Our systems are hosted by industry-leading, fully accredited providers in UK data centres. Systems are built using industry-standard approaches and tested for vulnerabilities rigorously — both internally and annually by third-party security experts.
What country is data stored in?
All user data is stored exclusively in the United Kingdom.
How is customer data stored?
We use cloud-hosted services including Amazon Web Services (AWS), hosted in UK-based data centres. Backups may also be stored in our own UK-based data centre.
Is user data encrypted?
Yes. All user data is encrypted in transit using industry-standard TLS protocols. All student data is also encrypted at rest.

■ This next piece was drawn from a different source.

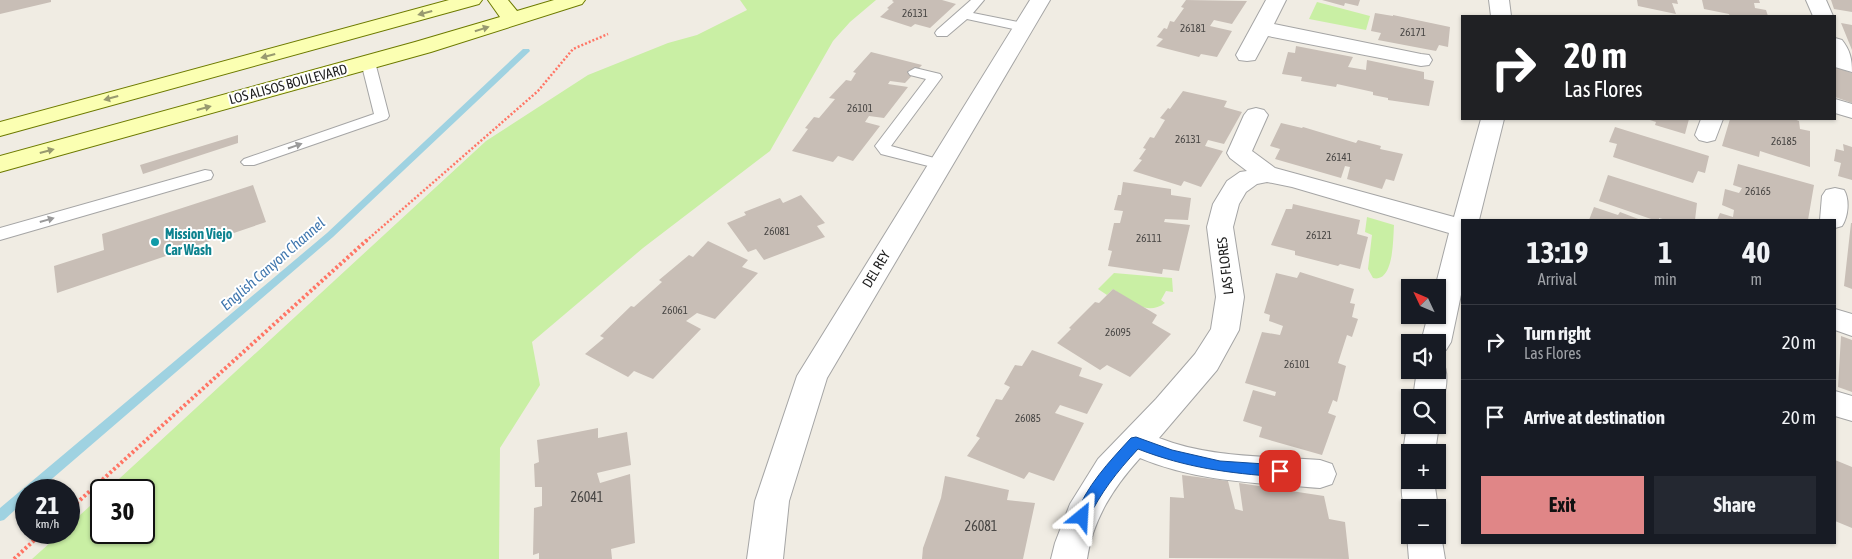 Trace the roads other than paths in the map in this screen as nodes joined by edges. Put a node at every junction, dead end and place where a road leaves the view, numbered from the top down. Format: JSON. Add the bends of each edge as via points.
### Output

Does our data leave your systems?
No. Data held within XamPro's systems does not leave our controlled environment, except for SMS message content shared with ICO-compliant SMS gateway providers for schools using the SMS module.
Do you have data breach procedures?
Yes. We have both data protection policies and formal procedures for identifying, managing, and reporting data breaches in line with ICO requirements.
Are data management procedures reviewed regularly?
Yes. All data management procedures are reviewed at least annually.
What data does XamPro hold about schools?
The data held depends on the services subscribed to. Typically:
- Non-subscribers: Contact details for school staff (name, job title, email, telephone) and marketing preferences.
- All subscribers: School staff contact details, marketing preferences, and student data.
For students, the following data is mandatory when uploaded to XamPro:
- First name, surname, date of birth, UPN, admission number, gender, year group, registration group, teacher name, class name/code, supervisor name.
The following data is optional and used only to provide enhanced reporting:
- Ethnicity, free school meal eligibility, FSM6, home language, looked after status, more able, preferred name, pupil premium, SEN status, service children, traveller status.
How long does XamPro retain data?
Data is retained for the duration of the school's active subscription, then held for 31 days following termination before permanent deletion. Please see our Privacy Policy for full details.
Does XamPro have an Information Sharing Agreement (ISA)?
Yes. All subscribing schools are required to review and sign our ISA before using XamPro. A draft copy can be downloaded here.